The events of Sept. 11 confirmed uncertainty about the future of the economy, precipitating a recent spate of wholesaler layoffs. Is this a trend?
"One of the things that a lot of people have asked lately is, where are we in the cycle of layoffs in the mutual fund and annuity industries. Some people feel we've just started and others feel it's just been blips here and there," said Matt McGinness, an analyst at Cerulli Associates.
McGuinness pointed out that nobody tracks hiring and firing among wholesalers or even is certain how many are out there.
Industry consultant Burt Greenwald said that trends in layoffs may not be immediately evident because many companies will not make public announcements of their cuts. "If the company isn't public," he said, "they don't have to make announcements about this sort of thing. Many of the companies are quietly cutting back."
A reassessment of sales staffs makes sense to McGinness, who said that many firms are necessarily asking, "What's the correct scale of wholesaling force to have in the field in this kind of market climate?"
Before Sept. 11, many firms clearly hoped to hang on and keep their hefty sales forces in place so as not to minimize their ability to take advantage of the eventual market upswing.
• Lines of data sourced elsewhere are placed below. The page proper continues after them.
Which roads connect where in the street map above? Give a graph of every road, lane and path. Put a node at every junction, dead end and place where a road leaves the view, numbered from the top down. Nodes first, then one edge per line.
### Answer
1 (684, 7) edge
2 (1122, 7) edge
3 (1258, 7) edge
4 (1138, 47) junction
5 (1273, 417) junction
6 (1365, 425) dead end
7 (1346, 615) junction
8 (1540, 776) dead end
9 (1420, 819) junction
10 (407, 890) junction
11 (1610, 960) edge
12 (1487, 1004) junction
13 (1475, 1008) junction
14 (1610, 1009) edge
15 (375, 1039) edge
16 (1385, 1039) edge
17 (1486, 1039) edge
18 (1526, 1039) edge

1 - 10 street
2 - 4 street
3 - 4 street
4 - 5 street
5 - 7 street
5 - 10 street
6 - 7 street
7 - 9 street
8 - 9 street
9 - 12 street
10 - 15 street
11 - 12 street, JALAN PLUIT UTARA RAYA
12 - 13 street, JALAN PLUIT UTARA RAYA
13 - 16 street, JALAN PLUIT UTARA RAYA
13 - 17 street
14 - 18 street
However, the cost of wholesalers, bloated during the boomtime, has come to deeply overshadow sales.
"They were thinking it was best to keep as many people in the field as long as possible and ride it out. I'm assuming that people are starting to witness some margin compression because the sales aren't coming in," said McGinness.
On the bright side, firms have regained leverage with wholesalers and are now able to negotiate more realistic contracts. "I have to imagine that there are a lot of national sales managers out there that are relieved," said McGinness.
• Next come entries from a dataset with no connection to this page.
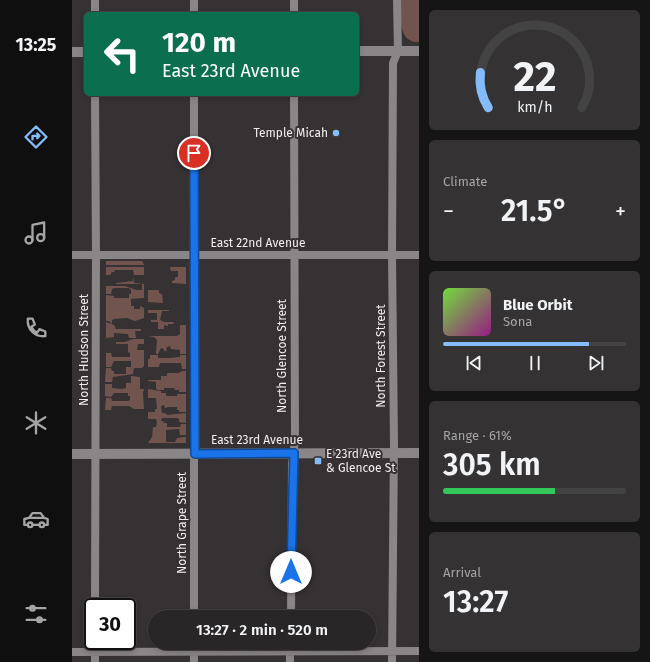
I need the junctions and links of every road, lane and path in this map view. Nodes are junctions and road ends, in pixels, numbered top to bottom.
1 (95, 0) edge
2 (194, 0) edge
3 (294, 0) edge
4 (397, 0) edge
5 (95, 12) edge
6 (194, 12) edge
7 (294, 12) edge
8 (359, 51) edge
9 (398, 51) junction
10 (419, 51) edge
11 (72, 52) edge
12 (84, 52) edge
13 (95, 96) edge
14 (194, 96) edge
15 (294, 96) edge
16 (72, 255) edge
17 (96, 255) junction
18 (194, 255) junction
19 (294, 255) junction
20 (392, 255) junction
21 (419, 255) edge
22 (294, 453) junction
23 (394, 453) junction
24 (419, 453) edge
25 (72, 454) edge
26 (96, 454) junction
27 (195, 454) junction
28 (96, 598) edge
29 (194, 610) edge
30 (291, 610) edge
31 (148, 649) edge
32 (194, 650) edge
33 (290, 650) edge
34 (366, 650) edge
35 (392, 651) junction
36 (419, 651) edge
37 (72, 652) edge
38 (95, 652) junction
39 (95, 662) edge
40 (194, 662) edge
41 (290, 662) edge
42 (392, 662) edge

1 - 5 street
2 - 6 street
3 - 7 street
4 - 9 street, North Forest Street
8 - 9 street
9 - 10 street
9 - 20 street, North Forest Street
11 - 12 street
13 - 17 street, North Hudson Street
14 - 18 street, North Grape Street
15 - 19 street, North Glencoe Street
16 - 17 street, East 22nd Avenue
17 - 18 street, East 22nd Avenue
17 - 26 street, North Hudson Street
18 - 19 street, East 22nd Avenue
18 - 27 street, North Grape Street
19 - 20 street, East 22nd Avenue
19 - 22 street, North Glencoe Street
20 - 21 street, East 22nd Avenue
20 - 23 street, North Forest Street
22 - 23 street, East 23rd Avenue
22 - 27 street, East 23rd Avenue
22 - 30 street, North Glencoe Street
23 - 24 street, East 23rd Avenue
23 - 35 street, North Forest Street
25 - 26 street, East 23rd Avenue
26 - 27 street, East 23rd Avenue
26 - 28 street, North Hudson Street
27 - 29 street, North Grape Street
31 - 38 street
32 - 40 street
33 - 41 street
34 - 35 street
35 - 36 street
35 - 42 street, North Forest Street
37 - 38 street
38 - 39 street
Wholesalers that gloated about fat contracts two years ago are likely the first to get the axe. "In this kind of a market, the first people to go generally tend to be the ones that were locked into guarantees that were far too expensive for the firm," said McGinness.
While the effort to trim such a large expense in a deadened market is not unexpected, it does challenge the sales models at many firms and may force some to reconsider their distribution structure.
"I think it might encourage more firms to dechannelize," said McGinness. By having wholesalers visit different distribution channels within their territories, firms may be able to keep territories small enough to support a consultative wholesaling model. "If you have 30 people dechannelized, you can still make the territories small enough," said McGinness.
However, for smaller firms, such efforts might erode the efficacy of the consultative sales model."If you have 40 people and you only have them cover one channel each, it's going to be hard enough for them to spend time with people to build the consultative relationship," he said.
The distribution model must accommodate the more global shift of financial advice to a fee-oriented model. While consultative wholesaling may be hard to support in this down market, firms are squeezed between trends within the industry and market realities.
"As broker/dealer reps and independent financial advisors embrace planning, product takes a backseat to financial planning. When product is less important, it forces the wholesaler to retool the product positioning so it's selected as a solution to part of the financial plan," said McGinness.
"I think that's not going away," he said. "It is made more difficult, but I think that's why a lot of asset managers are going to have to keep sales forces in the field that are a little larger than they like because they can't cut them and still effectively maintain these relationships."